2022年12月12日、ヴァンジ彫刻庭園美術館(駿東郡長泉町)にて「令和4年度第2回ガストロノミーツーリズム研究会」が開催されました。アートに囲まれたユニークな会場で、彫刻や絵画が花を添えるなか、前回に引き続き会場とオンラインのハイブリッド形式で行われ、50人が参加しました。


“地産地消の第一人者”を講師に招き


冒頭、静岡県スポーツ・文化観光部観光交流局局長の影島英一郎氏が開会の挨拶に立ちました。「第2回目の今回は、地産地消の第一人者である奥田氏ならではの実践的な観点から静岡県の食と食文化を読み解き、観光地域づくりを進めていきたいと考えています」と、本研究会の趣旨を語りました

特別公演

特別講演には山形県のイタリアンレストラン『アル・ケッチァーノ』のオーナーシェフ奥田政行氏をお招きし、『庄内のテロワールとガストロノミーツーリズム』と題してご講演をいただきました。

まずはご自身の本拠地である庄内地方の歴史と食文化について解説いただきました。

奥田氏「江戸時代、庄内地方は徳川四天王の一人である酒井家が藩主として治めていました。最後まで徳川家に忠誠を尽くした家系であり、それ故維新の際には新政府軍に目をつけられることになりました。しかし、戊辰戦争では無血開城をしたことにより、貴重な文化財が失われずに残りました。やがて近くの新潟県に田中角栄が現れ、首都圏との交通網を急速に発達させました。しかし、庄内はその影に埋もれ取り残されてしまった『陸の孤島』なのです。農作物も都市向けに発達することなく、在来作物を地消する分だけ生産してきた地域です。」

 

続いて奥田氏自身の料理人としての活動内容や食に対する思想にまで至ります。

奥田氏「その土地の土と気候に応じて農作物は育ちます。在来作物は『生きた文化財』。私の中では、塩と水以外の食材は全て『生き物』なのです。庄内はその稀有な歴史的背景から、独自の農作物がいくつも受け継がれてきました。地元の漬物にしかならなかった野菜を、私はイタリア料理として生まれ変わらせました。

 

その後、33歳の私が『食の都庄内』の構想を県庁に提案したところ、早速親善大使に任命され、そこからユネスコ登録までの長い道のりがスタートしました。

手探りの活動の過程で、貴重な出会いもありました。その一つが、山形大学農学部教授・江頭先生との出会いです。先生と一緒に始めた在来野菜の連載企画を通し、食材に関する知識が格段に深まりました。
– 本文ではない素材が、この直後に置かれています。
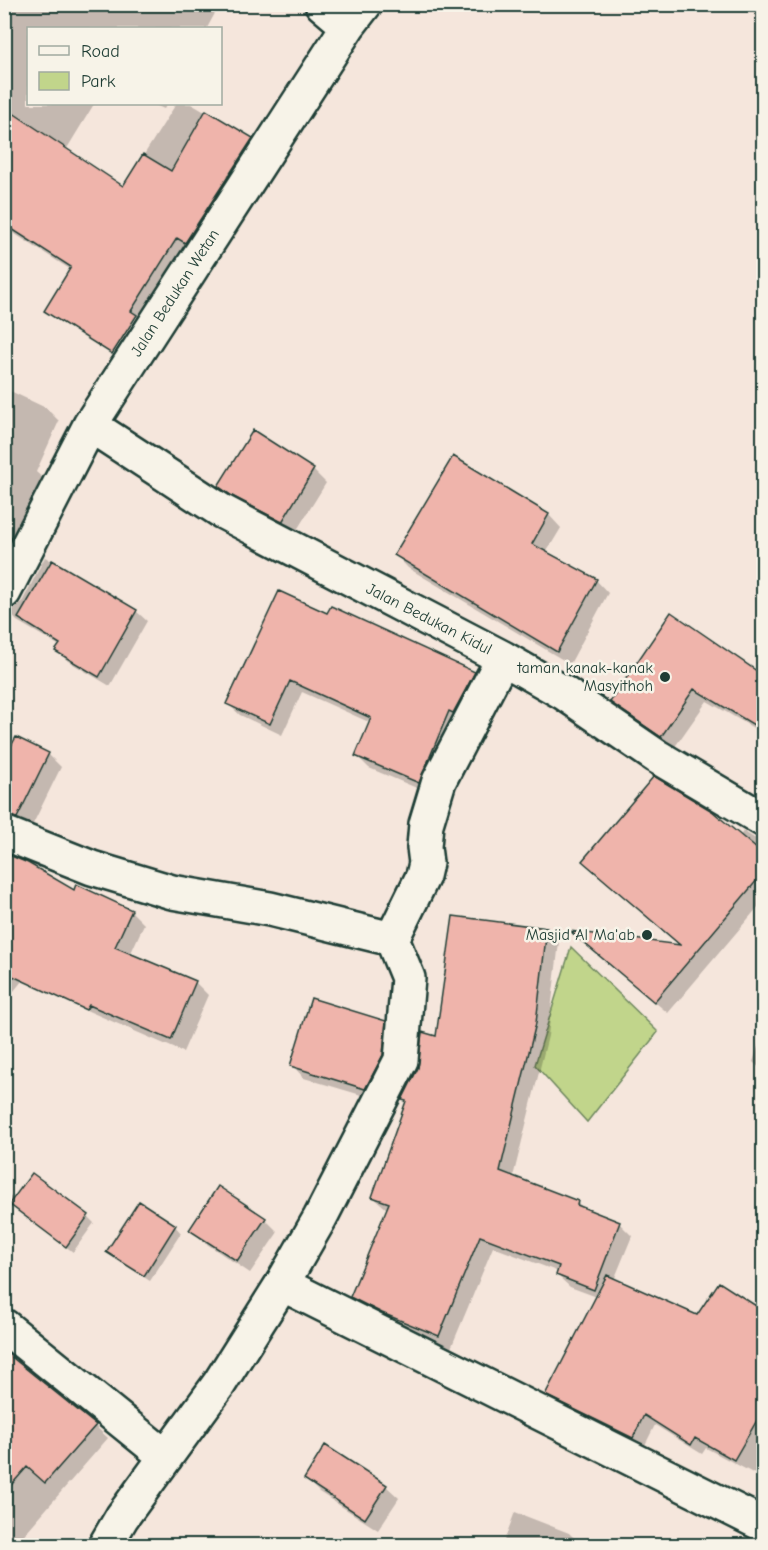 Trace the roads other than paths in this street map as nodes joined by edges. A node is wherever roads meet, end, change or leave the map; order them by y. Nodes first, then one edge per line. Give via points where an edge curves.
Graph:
1 (322, 4) edge
2 (357, 15) edge
3 (90, 424) junction
4 (4, 592) edge
5 (503, 658) junction
6 (764, 820) edge
7 (4, 833) edge
8 (392, 939) junction
9 (282, 1284) junction
10 (4, 1326) edge
11 (166, 1457) junction
12 (764, 1525) edge
13 (105, 1545) edge

1 - 2 street
2 - 3 street, Jalan Bedukan Wetan
3 - 4 street, Jalan Bedukan Wetan
3 - 5 street, Jalan Bedukan Kidul via 223,512
5 - 6 street, Jalan Bedukan Kidul
5 - 8 street via 439,781 426,824 423,876
7 - 8 street via 92,868 172,891 270,909
8 - 9 street via 408,978 401,1060
9 - 11 street via 219,1384
9 - 12 street
10 - 11 street
11 - 13 street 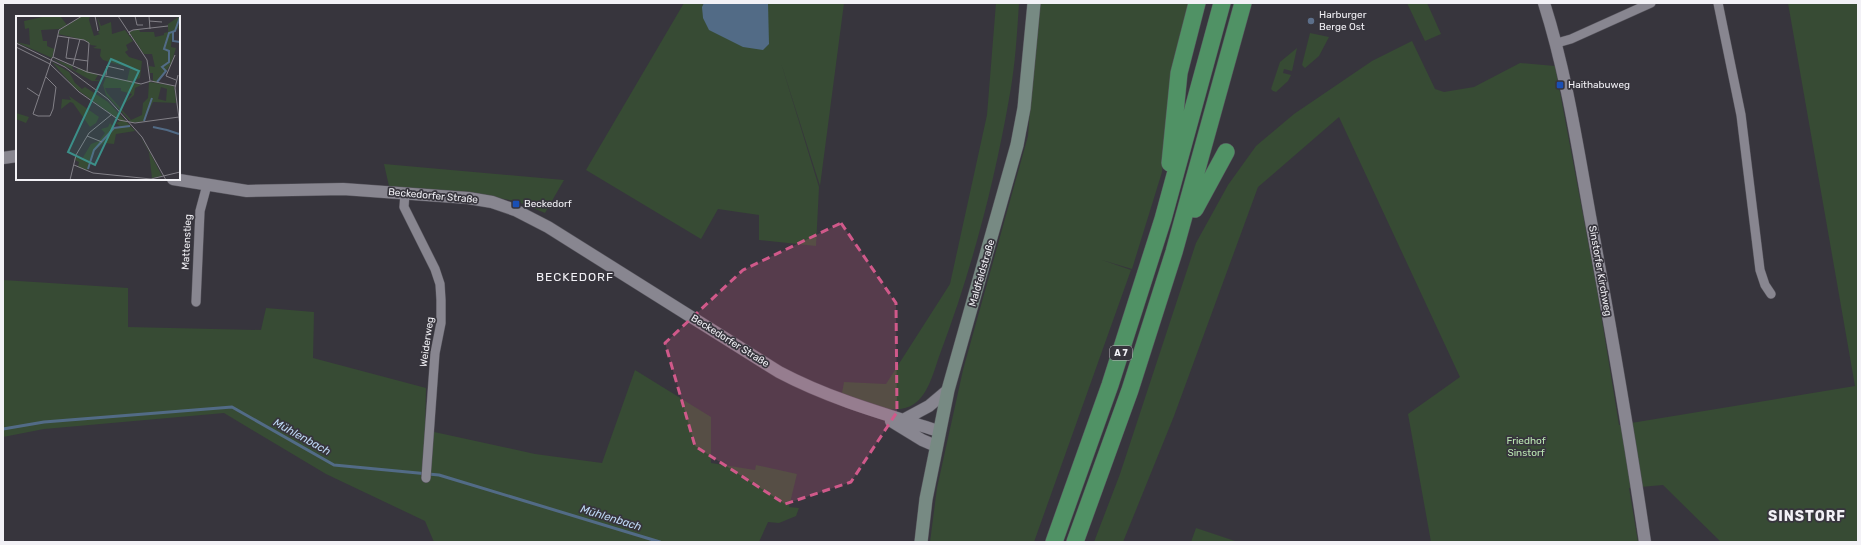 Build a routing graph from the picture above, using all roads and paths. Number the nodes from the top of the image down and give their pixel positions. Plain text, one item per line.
1 (1034, 3) edge
2 (1196, 3) edge
3 (1222, 3) edge
4 (1243, 3) edge
5 (1544, 3) edge
6 (1651, 3) edge
7 (1718, 3) edge
8 (1557, 43) junction
9 (1226, 152) dead end
10 (16, 156) edge
11 (3, 158) edge
12 (178, 180) edge
13 (206, 185) junction
14 (405, 194) junction
15 (1163, 219) junction
16 (1174, 252) junction
17 (1771, 294) dead end
18 (196, 302) dead end
19 (948, 390) junction
20 (878, 413) junction
21 (903, 420) junction
22 (939, 431) junction
23 (936, 446) junction
24 (426, 478) dead end
25 (920, 542) edge
26 (1054, 542) edge
27 (1075, 542) edge
28 (1645, 542) edge

1 - 19 main road, Maldfeldstraße
2 - 15 highway
3 - 15 highway, A 7
4 - 16 highway, A 7
5 - 8 street, Sinstorfer Kirchweg
6 - 8 street
7 - 17 street
8 - 28 street, Sinstorfer Kirchweg
9 - 16 highway
10 - 11 street
12 - 13 street, Beckedorfer Straße
13 - 14 street, Beckedorfer Straße
13 - 18 street, Mattenstieg
14 - 20 street, Beckedorfer Straße
14 - 24 street, Weiderweg
15 - 26 highway, A 7
16 - 27 highway, A 7
19 - 21 street
19 - 22 main road, Maldfeldstraße
20 - 21 street, Beckedorfer Straße
20 - 23 street, Beckedorfer Straße
21 - 22 street, Beckedorfer Straße
22 - 23 main road, Maldfeldstraße
23 - 25 main road, Maldfeldstraße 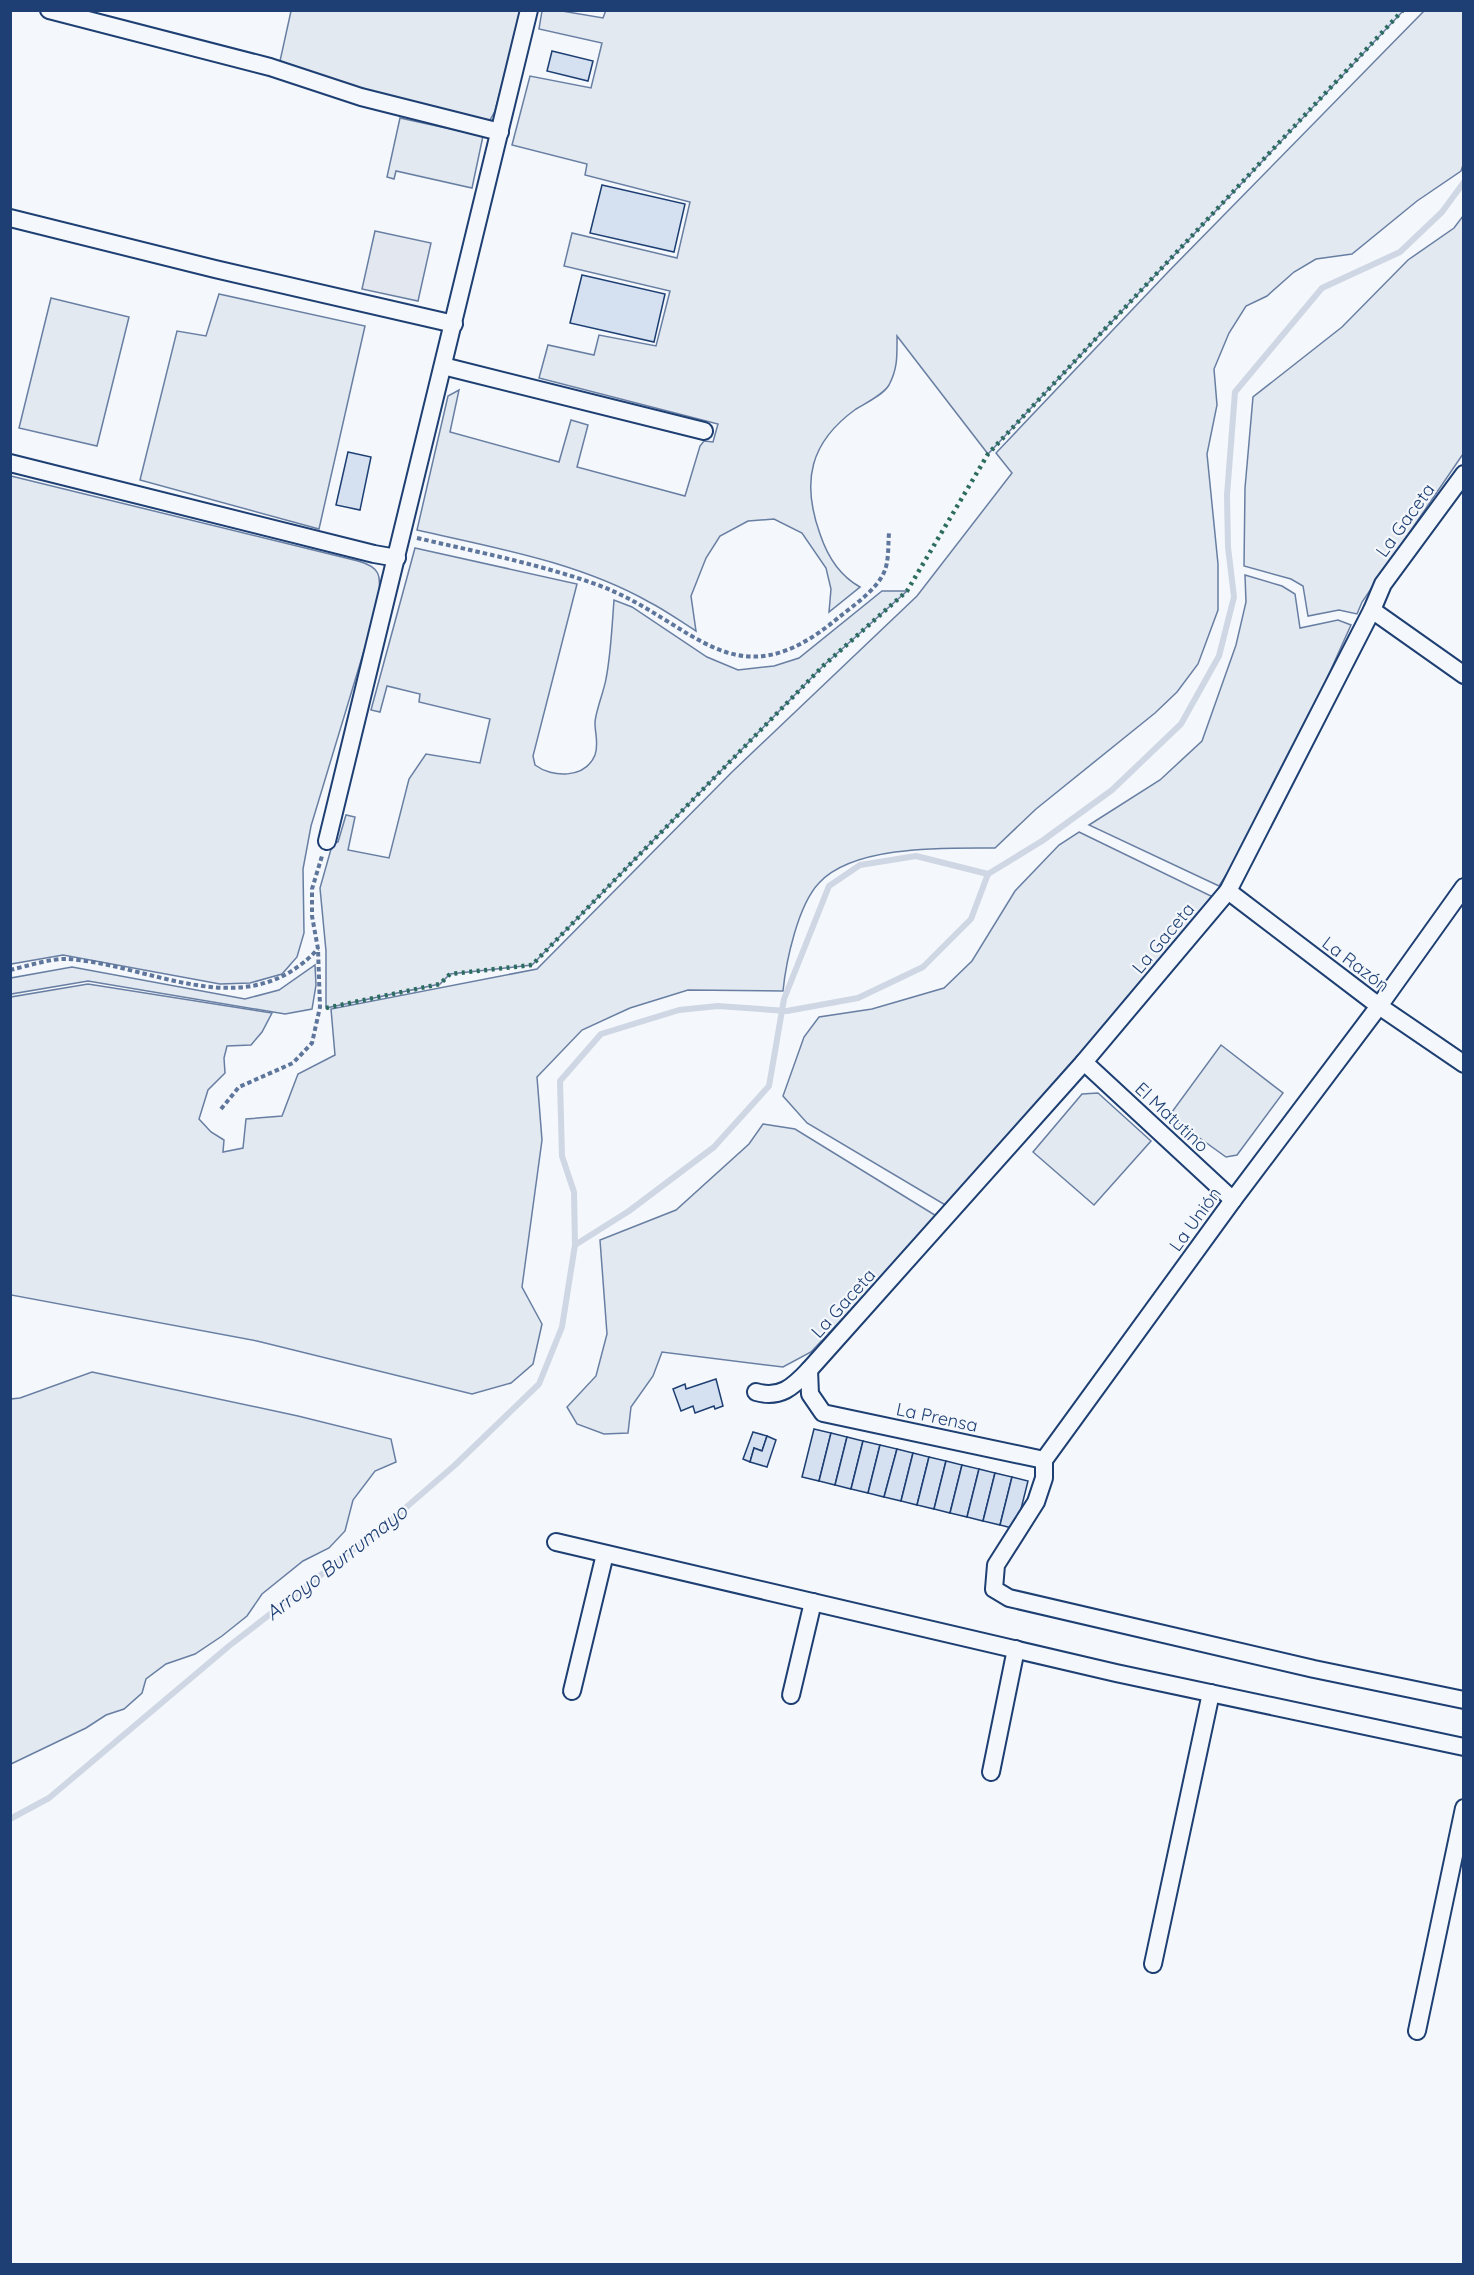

自分の住む地域の歴史と地理と気候と水を理解することで、食文化が見えてくるようになりました。」

 

静岡の高いポテンシャル

 

奥田氏は、「庄内地方には海の魚介類が138種類、淡水の魚介類は40種類あり、雪に弱い作物以外は全て作っている。庄内が『食の都』を掲げてちょうど20年、2014年に『ユネスコ食文化創造都市』に認定されました。豊富な自然と文化財と歴史絵巻が残っている貴重な街だと、世界に認められるにまで至ったのです。食のポテンシャルを持っている県は、豊富な海と山の幸がある山形、岩手、高知、熊本、そして静岡。魅力にあふれた静岡なら間違いなく成功できます」と断言。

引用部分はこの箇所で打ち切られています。